[Saved data entries]
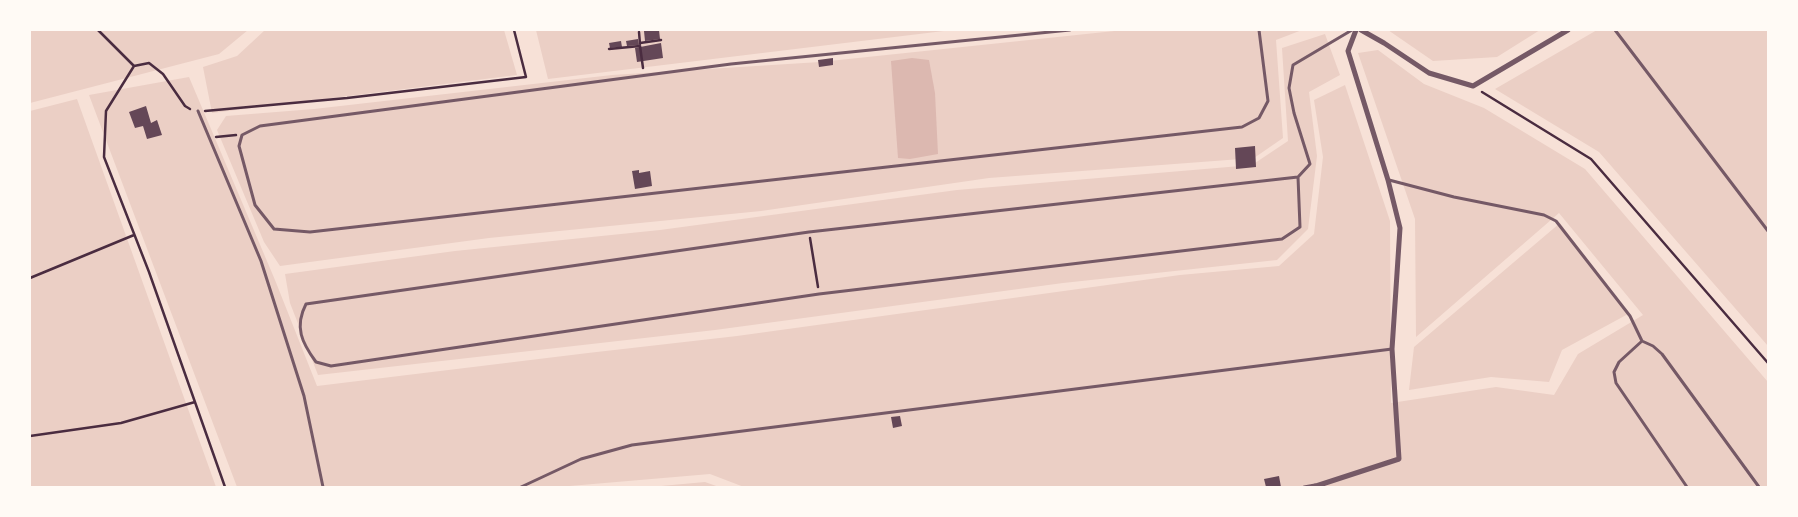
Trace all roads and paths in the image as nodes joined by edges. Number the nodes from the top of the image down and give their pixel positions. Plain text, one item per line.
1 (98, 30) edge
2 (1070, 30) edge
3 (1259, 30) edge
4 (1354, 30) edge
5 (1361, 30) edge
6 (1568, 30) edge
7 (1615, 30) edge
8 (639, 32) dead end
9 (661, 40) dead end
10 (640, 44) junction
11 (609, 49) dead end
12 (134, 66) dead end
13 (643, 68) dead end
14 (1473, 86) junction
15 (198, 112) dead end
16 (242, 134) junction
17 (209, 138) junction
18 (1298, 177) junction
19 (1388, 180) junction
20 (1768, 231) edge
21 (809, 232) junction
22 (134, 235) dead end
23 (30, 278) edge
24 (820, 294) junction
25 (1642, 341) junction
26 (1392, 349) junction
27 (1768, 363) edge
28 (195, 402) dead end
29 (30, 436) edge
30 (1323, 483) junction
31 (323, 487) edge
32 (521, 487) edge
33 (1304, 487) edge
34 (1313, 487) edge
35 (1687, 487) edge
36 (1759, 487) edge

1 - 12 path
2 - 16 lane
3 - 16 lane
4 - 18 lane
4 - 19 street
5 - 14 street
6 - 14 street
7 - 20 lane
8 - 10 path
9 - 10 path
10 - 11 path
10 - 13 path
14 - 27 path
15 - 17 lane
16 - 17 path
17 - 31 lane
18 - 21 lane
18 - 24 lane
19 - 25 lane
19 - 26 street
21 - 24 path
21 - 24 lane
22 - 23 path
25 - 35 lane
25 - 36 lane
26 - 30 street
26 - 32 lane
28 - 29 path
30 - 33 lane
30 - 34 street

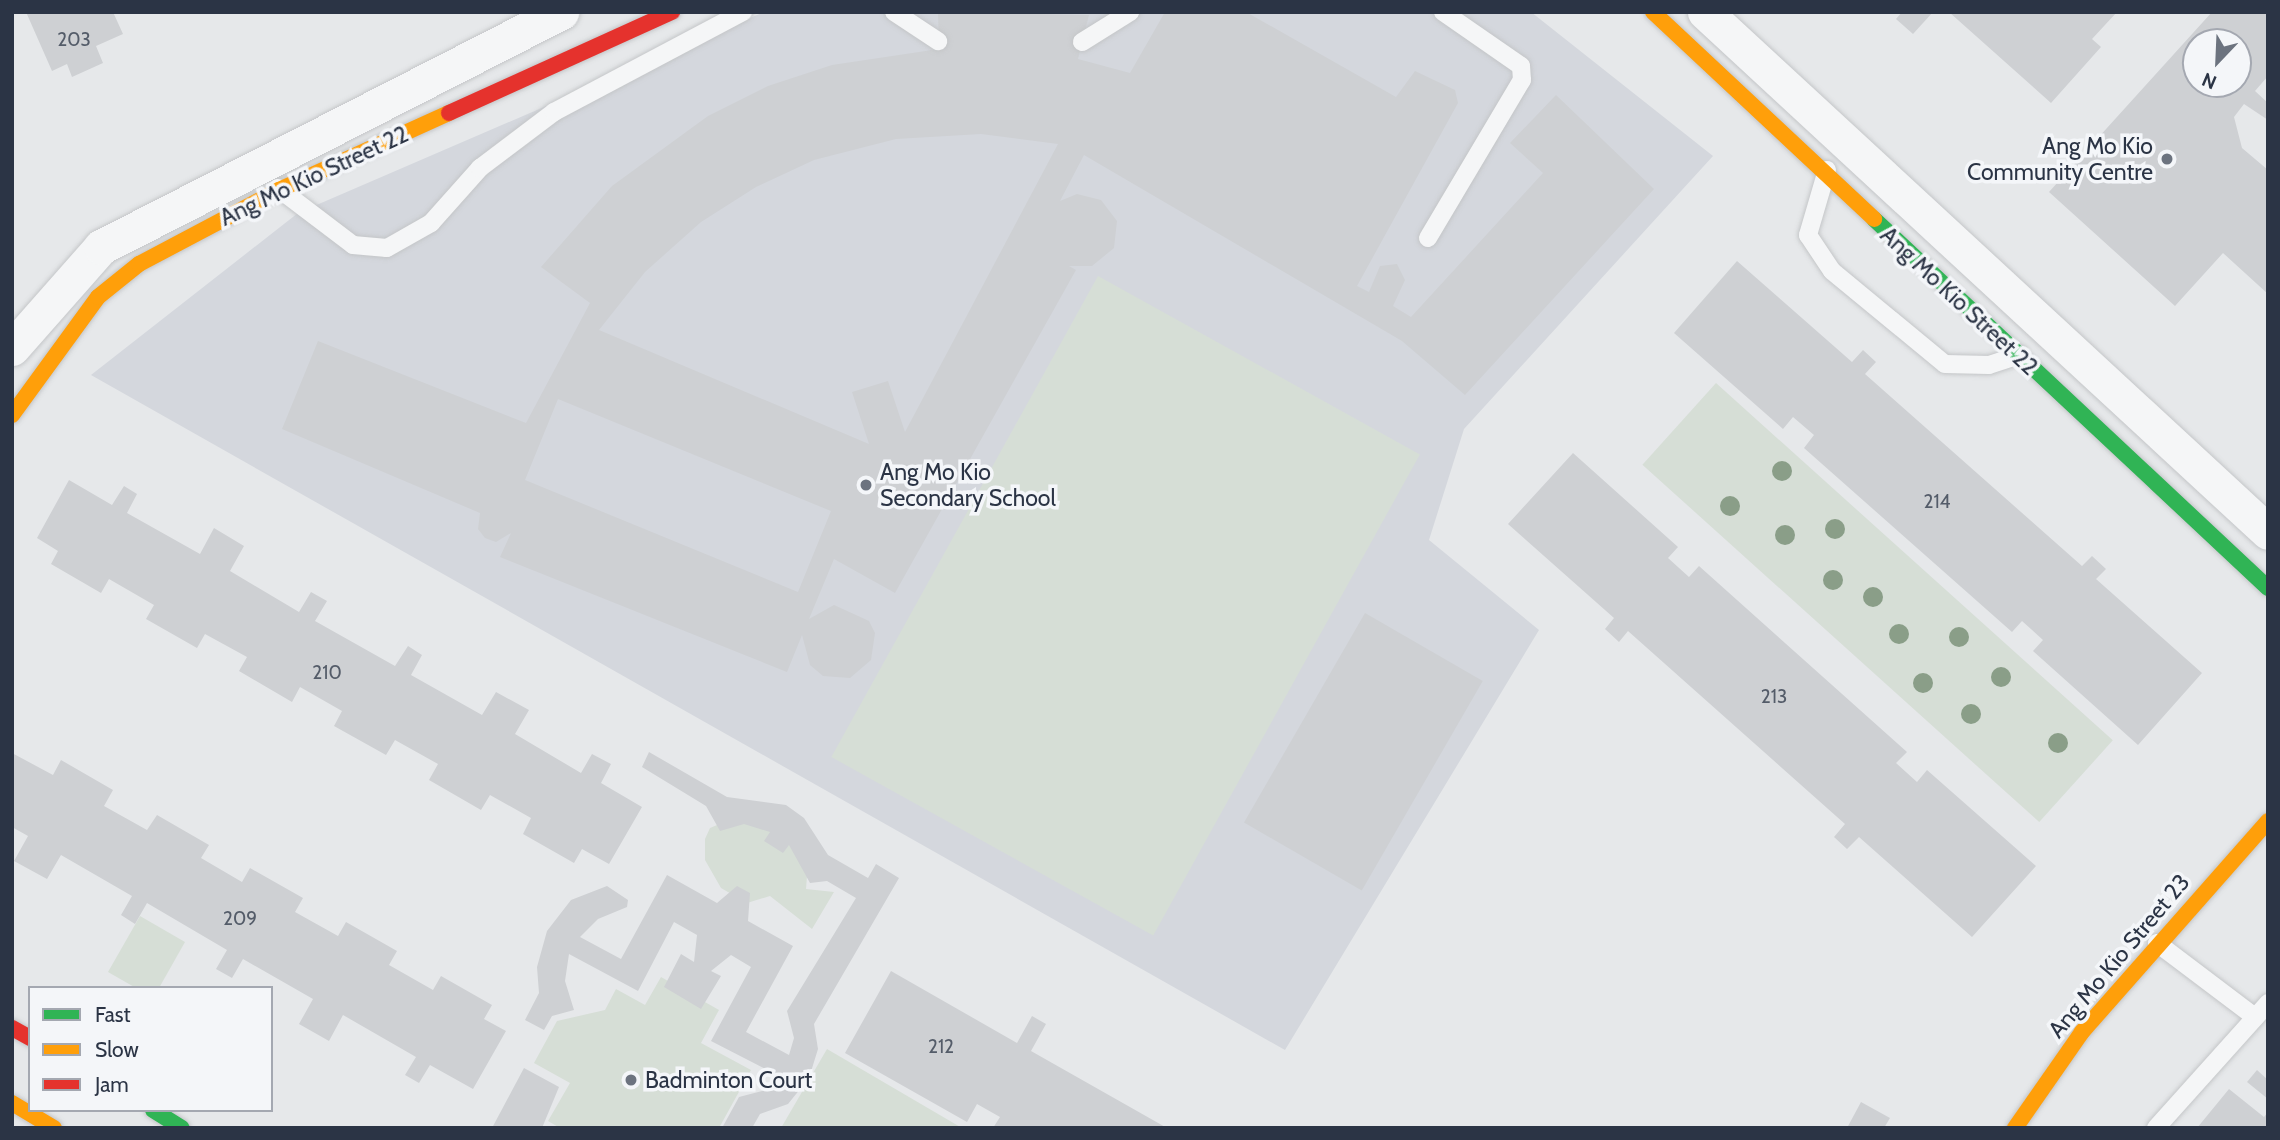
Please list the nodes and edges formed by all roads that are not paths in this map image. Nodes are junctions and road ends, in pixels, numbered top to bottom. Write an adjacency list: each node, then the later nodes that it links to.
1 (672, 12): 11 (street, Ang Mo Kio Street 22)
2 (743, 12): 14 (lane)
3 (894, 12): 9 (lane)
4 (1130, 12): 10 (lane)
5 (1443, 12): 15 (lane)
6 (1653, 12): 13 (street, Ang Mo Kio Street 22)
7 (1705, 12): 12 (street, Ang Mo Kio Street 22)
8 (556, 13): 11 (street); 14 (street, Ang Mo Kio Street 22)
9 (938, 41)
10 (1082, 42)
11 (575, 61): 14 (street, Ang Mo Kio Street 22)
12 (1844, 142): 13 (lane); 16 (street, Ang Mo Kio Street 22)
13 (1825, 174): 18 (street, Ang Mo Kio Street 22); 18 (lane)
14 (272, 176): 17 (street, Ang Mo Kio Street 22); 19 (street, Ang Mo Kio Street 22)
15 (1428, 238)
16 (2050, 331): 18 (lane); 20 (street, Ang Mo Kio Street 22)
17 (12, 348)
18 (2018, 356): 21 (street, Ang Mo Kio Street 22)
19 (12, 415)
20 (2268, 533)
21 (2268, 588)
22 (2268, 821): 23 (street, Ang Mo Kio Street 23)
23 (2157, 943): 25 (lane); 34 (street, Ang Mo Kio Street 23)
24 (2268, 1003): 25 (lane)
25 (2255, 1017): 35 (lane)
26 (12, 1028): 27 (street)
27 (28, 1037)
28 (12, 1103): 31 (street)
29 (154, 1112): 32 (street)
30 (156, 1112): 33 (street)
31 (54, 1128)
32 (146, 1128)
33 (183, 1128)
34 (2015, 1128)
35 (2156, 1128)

_Exercise details_:
Images are to be left out when the records above are written out again exactly.

_Answer box_:
Trace all roads and paths in the image as nodes joined by edges. Number the nodes from the top of the image down and give their pixel positions. Plain text, one item per line.
1 (98, 30) edge
2 (1070, 30) edge
3 (1259, 30) edge
4 (1354, 30) edge
5 (1361, 30) edge
6 (1568, 30) edge
7 (1615, 30) edge
8 (639, 32) dead end
9 (661, 40) dead end
10 (640, 44) junction
11 (609, 49) dead end
12 (134, 66) dead end
13 (643, 68) dead end
14 (1473, 86) junction
15 (198, 112) dead end
16 (242, 134) junction
17 (209, 138) junction
18 (1298, 177) junction
19 (1388, 180) junction
20 (1768, 231) edge
21 (809, 232) junction
22 (134, 235) dead end
23 (30, 278) edge
24 (820, 294) junction
25 (1642, 341) junction
26 (1392, 349) junction
27 (1768, 363) edge
28 (195, 402) dead end
29 (30, 436) edge
30 (1323, 483) junction
31 (323, 487) edge
32 (521, 487) edge
33 (1304, 487) edge
34 (1313, 487) edge
35 (1687, 487) edge
36 (1759, 487) edge

1 - 12 path
2 - 16 lane
3 - 16 lane
4 - 18 lane
4 - 19 street
5 - 14 street
6 - 14 street
7 - 20 lane
8 - 10 path
9 - 10 path
10 - 11 path
10 - 13 path
14 - 27 path
15 - 17 lane
16 - 17 path
17 - 31 lane
18 - 21 lane
18 - 24 lane
19 - 25 lane
19 - 26 street
21 - 24 path
21 - 24 lane
22 - 23 path
25 - 35 lane
25 - 36 lane
26 - 30 street
26 - 32 lane
28 - 29 path
30 - 33 lane
30 - 34 street

Please list the nodes and edges formed by all roads that are not paths in this map image. Nodes are junctions and road ends, in pixels, numbered top to bottom. Write an adjacency list: each node, then the later nodes that it links to.
1 (672, 12): 11 (street, Ang Mo Kio Street 22)
2 (743, 12): 14 (lane)
3 (894, 12): 9 (lane)
4 (1130, 12): 10 (lane)
5 (1443, 12): 15 (lane)
6 (1653, 12): 13 (street, Ang Mo Kio Street 22)
7 (1705, 12): 12 (street, Ang Mo Kio Street 22)
8 (556, 13): 11 (street); 14 (street, Ang Mo Kio Street 22)
9 (938, 41)
10 (1082, 42)
11 (575, 61): 14 (street, Ang Mo Kio Street 22)
12 (1844, 142): 13 (lane); 16 (street, Ang Mo Kio Street 22)
13 (1825, 174): 18 (street, Ang Mo Kio Street 22); 18 (lane)
14 (272, 176): 17 (street, Ang Mo Kio Street 22); 19 (street, Ang Mo Kio Street 22)
15 (1428, 238)
16 (2050, 331): 18 (lane); 20 (street, Ang Mo Kio Street 22)
17 (12, 348)
18 (2018, 356): 21 (street, Ang Mo Kio Street 22)
19 (12, 415)
20 (2268, 533)
21 (2268, 588)
22 (2268, 821): 23 (street, Ang Mo Kio Street 23)
23 (2157, 943): 25 (lane); 34 (street, Ang Mo Kio Street 23)
24 (2268, 1003): 25 (lane)
25 (2255, 1017): 35 (lane)
26 (12, 1028): 27 (street)
27 (28, 1037)
28 (12, 1103): 31 (street)
29 (154, 1112): 32 (street)
30 (156, 1112): 33 (street)
31 (54, 1128)
32 (146, 1128)
33 (183, 1128)
34 (2015, 1128)
35 (2156, 1128)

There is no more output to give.